Design: auto-measurement of static_delay_ms

Date: 2026-04-21 Status: Approved (design); implementation pending Audit IDs addressed: H-2 (primary), L-3 (folded in)

Background

SendSpinDroid is the Android client for SendSpin, a synchronized multi-room audio protocol. The server schedules audio for a specific server-time moment, and each client must compensate for its own hardware output latency (the delay from AudioTrack.write() to sound leaving the speaker) or different rooms drift out of sync.

The compensation value, static_delay_ms, is reported to the server in each client/state message. Today it is initialized to 0 and is only populated by:

  • a user-facing settings slider (“Sync Offset”, integer ms, range −5000..+5000, default 0), or
  • an explicit client/sync_offset message pushed from the server.

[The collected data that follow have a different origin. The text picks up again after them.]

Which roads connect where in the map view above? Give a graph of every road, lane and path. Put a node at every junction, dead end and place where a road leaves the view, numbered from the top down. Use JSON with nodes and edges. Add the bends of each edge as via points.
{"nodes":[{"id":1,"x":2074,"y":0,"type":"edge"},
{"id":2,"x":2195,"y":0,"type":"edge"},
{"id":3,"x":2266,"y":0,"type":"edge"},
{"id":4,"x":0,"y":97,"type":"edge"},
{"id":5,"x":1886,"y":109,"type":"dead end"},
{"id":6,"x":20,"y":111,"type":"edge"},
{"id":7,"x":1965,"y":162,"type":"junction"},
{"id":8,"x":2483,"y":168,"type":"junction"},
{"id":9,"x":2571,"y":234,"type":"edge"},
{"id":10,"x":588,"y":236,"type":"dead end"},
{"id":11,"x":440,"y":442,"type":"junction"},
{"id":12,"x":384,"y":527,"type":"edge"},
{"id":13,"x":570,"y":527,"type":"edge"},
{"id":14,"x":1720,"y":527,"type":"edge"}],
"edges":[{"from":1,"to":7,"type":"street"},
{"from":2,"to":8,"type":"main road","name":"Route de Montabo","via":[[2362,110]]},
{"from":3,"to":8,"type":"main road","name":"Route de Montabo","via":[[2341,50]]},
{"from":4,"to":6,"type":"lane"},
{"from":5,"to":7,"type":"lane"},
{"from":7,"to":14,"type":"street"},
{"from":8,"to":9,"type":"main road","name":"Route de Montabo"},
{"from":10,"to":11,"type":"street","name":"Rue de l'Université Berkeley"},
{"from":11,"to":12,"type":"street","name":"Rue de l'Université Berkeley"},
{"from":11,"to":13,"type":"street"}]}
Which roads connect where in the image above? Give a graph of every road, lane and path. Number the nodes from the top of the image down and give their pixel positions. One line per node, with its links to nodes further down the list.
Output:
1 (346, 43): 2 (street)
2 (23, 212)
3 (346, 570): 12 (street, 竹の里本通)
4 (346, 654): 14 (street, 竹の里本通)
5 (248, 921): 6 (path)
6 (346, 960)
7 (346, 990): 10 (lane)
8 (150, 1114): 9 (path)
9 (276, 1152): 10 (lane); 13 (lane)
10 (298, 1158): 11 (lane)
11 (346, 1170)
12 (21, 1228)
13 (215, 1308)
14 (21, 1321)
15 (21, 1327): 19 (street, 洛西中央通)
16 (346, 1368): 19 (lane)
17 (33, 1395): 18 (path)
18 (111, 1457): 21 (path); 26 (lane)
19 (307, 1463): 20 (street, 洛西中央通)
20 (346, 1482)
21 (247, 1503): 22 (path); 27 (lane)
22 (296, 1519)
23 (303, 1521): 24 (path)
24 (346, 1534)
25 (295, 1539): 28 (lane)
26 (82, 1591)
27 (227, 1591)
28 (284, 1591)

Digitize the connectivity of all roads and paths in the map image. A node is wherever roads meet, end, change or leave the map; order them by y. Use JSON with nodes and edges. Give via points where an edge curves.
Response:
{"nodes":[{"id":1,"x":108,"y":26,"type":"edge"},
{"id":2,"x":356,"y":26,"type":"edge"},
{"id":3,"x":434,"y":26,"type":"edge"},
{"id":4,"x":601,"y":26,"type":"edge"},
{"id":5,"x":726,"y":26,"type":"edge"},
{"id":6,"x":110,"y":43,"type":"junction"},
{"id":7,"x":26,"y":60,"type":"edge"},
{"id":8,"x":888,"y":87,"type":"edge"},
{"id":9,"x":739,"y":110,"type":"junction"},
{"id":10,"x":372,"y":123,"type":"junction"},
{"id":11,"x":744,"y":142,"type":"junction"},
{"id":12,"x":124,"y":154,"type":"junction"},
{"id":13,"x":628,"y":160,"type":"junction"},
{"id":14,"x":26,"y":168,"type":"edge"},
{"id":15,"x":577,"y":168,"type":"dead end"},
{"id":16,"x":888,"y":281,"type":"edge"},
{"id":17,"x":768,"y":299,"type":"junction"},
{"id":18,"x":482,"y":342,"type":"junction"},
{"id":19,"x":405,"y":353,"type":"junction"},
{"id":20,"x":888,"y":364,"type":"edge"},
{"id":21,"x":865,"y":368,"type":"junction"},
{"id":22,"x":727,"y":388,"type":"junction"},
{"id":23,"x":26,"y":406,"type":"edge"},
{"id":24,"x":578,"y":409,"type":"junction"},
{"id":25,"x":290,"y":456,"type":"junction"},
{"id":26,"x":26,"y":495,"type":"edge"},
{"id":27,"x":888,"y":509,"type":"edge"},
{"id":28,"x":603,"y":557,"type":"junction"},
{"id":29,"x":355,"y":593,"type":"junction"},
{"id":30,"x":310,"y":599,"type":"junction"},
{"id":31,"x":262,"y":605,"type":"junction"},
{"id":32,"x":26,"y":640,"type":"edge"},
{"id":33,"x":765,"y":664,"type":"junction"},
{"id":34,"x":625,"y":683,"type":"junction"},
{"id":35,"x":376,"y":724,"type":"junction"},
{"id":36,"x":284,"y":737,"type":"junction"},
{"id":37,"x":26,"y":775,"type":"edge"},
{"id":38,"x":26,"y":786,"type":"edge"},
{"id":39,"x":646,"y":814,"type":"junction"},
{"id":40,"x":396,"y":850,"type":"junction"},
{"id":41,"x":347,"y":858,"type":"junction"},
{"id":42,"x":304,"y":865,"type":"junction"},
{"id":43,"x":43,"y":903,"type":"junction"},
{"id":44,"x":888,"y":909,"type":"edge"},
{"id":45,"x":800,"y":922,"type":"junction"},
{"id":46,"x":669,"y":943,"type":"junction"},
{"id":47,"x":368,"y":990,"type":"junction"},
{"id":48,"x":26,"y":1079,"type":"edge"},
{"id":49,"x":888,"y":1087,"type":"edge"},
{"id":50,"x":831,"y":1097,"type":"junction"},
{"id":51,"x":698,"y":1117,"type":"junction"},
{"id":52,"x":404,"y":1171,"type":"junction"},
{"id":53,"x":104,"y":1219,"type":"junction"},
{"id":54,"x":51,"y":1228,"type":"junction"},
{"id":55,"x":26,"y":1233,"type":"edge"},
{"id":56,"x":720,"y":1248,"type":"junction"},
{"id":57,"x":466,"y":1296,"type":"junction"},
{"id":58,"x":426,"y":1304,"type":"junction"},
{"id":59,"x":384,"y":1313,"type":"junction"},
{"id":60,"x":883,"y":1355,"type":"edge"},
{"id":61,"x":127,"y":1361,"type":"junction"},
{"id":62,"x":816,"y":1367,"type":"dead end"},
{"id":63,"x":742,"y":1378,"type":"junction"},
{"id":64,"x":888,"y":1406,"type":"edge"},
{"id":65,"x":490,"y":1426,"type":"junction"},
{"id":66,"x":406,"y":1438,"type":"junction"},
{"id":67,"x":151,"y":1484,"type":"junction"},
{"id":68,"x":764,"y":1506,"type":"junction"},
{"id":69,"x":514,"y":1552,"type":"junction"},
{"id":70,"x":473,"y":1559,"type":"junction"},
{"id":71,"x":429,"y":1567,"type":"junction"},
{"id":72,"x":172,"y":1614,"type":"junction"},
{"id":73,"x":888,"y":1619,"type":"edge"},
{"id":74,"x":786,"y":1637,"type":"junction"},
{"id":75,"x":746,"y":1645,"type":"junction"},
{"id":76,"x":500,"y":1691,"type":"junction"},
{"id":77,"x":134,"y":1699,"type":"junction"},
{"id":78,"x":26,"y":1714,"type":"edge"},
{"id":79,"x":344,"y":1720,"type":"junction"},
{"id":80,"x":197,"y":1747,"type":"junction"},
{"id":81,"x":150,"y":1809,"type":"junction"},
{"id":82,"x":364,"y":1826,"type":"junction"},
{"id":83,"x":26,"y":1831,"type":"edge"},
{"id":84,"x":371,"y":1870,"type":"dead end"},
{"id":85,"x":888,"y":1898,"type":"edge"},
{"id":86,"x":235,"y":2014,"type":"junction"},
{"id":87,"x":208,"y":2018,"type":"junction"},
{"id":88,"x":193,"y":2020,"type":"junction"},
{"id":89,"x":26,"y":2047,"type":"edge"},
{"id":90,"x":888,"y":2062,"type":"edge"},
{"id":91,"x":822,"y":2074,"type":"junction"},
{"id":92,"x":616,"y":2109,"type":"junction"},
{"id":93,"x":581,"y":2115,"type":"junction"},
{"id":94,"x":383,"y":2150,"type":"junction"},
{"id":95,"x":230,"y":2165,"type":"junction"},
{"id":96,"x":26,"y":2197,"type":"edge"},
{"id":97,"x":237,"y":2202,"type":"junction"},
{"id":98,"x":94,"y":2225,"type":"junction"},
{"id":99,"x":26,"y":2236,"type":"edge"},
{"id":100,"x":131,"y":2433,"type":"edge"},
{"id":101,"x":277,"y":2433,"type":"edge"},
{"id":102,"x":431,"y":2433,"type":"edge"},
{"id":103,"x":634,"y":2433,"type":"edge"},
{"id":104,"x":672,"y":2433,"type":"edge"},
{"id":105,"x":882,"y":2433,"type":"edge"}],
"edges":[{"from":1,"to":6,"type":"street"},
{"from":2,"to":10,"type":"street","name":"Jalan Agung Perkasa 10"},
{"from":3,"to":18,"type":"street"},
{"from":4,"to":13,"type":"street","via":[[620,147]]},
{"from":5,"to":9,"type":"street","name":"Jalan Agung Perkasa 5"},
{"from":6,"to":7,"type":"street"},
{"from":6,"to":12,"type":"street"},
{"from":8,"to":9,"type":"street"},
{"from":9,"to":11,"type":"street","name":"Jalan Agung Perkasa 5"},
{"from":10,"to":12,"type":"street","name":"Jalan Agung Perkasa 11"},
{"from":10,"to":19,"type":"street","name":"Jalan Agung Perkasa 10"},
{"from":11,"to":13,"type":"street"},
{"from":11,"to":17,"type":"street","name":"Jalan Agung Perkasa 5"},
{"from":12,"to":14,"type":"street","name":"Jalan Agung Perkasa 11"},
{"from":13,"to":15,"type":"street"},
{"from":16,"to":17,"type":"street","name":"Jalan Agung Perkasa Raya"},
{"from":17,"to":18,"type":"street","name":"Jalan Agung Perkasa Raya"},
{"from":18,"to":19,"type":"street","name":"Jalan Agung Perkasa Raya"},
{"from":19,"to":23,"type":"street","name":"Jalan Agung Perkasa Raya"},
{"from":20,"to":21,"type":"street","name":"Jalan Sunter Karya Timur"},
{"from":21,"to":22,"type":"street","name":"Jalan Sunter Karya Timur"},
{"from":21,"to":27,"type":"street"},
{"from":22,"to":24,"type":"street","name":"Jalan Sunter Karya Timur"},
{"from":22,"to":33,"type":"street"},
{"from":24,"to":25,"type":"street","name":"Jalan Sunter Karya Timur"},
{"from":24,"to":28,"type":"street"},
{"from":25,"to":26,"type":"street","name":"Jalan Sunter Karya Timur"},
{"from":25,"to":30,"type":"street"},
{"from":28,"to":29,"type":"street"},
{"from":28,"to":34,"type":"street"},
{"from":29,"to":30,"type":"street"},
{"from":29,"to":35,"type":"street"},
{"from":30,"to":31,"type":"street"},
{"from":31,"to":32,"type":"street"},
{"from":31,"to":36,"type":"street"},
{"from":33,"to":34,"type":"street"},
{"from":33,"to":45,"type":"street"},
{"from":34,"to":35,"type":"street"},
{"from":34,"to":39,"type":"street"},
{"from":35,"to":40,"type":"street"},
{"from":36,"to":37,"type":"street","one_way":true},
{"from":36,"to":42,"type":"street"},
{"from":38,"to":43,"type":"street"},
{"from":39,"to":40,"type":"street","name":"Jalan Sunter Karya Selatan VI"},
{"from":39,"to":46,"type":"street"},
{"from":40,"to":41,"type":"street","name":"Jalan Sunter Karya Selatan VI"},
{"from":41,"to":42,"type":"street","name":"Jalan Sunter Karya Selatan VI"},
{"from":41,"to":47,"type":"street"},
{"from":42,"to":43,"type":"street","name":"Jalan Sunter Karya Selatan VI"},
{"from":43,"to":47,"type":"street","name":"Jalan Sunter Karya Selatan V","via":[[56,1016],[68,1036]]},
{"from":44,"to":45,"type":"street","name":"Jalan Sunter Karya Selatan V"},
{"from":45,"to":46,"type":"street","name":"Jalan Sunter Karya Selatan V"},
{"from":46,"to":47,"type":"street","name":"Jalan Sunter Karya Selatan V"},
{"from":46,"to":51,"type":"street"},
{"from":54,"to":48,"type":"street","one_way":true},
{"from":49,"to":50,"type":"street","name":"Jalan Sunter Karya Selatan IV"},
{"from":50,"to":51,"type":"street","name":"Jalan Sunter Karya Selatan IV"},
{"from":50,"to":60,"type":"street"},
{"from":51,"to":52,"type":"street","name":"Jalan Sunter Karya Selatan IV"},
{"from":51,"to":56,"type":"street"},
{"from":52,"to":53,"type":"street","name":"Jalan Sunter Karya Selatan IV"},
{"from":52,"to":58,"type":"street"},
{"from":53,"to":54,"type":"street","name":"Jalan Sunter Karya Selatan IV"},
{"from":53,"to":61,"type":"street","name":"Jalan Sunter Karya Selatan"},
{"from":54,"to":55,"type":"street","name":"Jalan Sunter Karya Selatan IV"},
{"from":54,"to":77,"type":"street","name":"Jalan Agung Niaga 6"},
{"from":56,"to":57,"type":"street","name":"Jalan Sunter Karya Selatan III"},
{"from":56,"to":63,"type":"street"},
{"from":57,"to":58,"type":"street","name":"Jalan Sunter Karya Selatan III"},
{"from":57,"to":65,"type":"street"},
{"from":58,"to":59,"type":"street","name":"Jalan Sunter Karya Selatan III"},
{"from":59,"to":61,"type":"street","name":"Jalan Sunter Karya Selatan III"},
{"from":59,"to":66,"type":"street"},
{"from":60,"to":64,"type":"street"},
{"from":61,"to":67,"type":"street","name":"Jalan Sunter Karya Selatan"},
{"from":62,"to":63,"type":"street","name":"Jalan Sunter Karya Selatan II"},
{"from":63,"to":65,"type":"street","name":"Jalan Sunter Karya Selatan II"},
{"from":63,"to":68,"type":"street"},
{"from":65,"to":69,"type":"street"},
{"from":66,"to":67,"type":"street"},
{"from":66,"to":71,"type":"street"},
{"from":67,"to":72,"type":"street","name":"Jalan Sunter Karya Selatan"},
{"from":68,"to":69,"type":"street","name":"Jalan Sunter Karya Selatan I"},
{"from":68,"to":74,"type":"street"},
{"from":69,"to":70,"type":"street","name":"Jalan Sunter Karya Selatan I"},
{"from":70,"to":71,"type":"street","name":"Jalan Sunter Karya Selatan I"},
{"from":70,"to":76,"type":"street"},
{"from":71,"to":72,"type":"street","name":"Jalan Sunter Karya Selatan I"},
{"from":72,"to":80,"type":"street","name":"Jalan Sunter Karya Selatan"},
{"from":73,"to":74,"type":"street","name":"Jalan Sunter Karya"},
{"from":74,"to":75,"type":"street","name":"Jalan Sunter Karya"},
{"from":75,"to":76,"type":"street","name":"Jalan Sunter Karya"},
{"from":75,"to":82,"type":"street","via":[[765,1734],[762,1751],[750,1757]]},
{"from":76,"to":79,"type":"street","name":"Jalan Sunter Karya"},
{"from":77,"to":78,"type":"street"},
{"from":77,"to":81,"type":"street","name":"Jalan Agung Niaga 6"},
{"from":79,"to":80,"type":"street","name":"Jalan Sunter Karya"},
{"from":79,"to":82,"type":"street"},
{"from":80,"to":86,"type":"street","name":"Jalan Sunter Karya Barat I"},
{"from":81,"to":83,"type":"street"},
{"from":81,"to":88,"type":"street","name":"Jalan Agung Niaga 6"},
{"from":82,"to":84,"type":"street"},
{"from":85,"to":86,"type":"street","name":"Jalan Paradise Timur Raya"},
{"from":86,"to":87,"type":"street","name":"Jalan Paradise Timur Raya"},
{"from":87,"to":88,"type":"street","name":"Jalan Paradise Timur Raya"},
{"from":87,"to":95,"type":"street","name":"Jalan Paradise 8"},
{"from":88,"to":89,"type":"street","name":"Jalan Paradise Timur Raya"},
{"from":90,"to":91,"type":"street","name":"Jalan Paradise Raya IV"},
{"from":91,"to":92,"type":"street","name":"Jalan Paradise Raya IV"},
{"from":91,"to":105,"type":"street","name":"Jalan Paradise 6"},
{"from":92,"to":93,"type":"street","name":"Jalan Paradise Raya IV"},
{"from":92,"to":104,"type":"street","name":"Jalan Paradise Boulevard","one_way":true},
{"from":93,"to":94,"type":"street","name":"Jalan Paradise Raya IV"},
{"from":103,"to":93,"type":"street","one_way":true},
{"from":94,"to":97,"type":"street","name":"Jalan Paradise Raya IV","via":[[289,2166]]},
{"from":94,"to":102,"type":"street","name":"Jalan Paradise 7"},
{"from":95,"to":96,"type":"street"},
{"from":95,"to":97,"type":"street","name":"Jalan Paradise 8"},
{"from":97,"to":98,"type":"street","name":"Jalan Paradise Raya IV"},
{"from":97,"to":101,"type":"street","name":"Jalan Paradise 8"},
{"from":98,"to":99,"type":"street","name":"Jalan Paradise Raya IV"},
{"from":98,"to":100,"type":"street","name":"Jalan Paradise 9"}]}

There is no automatic measurement of the device’s actual output latency. On every fresh install this means multi-room sync requires manual per-device calibration via the slider. Audit finding H-2 flagged this as a high-severity feature gap: the core product promise (synchronized playback) depends on a value that the product does not populate.

Goals

  1. Auto-measure output latency on startup so static_delay_ms reflects the device’s real hardware pipeline without user intervention.
  2. Keep the existing user slider intact as an additive correction on top of the auto-measured value.
  3. Report the auto-measured value to the server before the first audible chunk plays, so sync is correct from the first note.
  4. Be observable in the existing stats surface so you can verify in the field without shipping new UI.

Non-goals:

  • Replacing the existing slider or changing its UX.
  • Continuously adapting the value during playback.
  • Building an automated multi-device sync test (requires real hardware; validation is manual).
  • Migrating to AAudio/Oboe (tracked separately as the parked H-1 code-side work).

Design decisions

Five design questions were resolved during brainstorming:

# Question Decision
1 What happens to the existing user slider? Two separate values, added together. Slider UI unchanged; new “auto-measured” value reported as a stats-visible sibling.
2 When is the measurement triggered? On AudioTrack recreate (new sample rate / channels / bit depth). One measurement session per AudioTrack lifetime; reused across stream boundaries when format matches.
3 How/when is the updated value sent to the server? During pre-playback (WAITING_FOR_START), with client/state pushed to the server before the first audible chunk plays.
4 Convergence algorithm? Fixed-window arithmetic mean of 20 samples (~400 ms at 48 kHz / 20 ms chunks). Simple, predictable duration.
5 Testability? Unit tests for the estimator, stats surface for field observability, logcat session log. No automated multi-device test.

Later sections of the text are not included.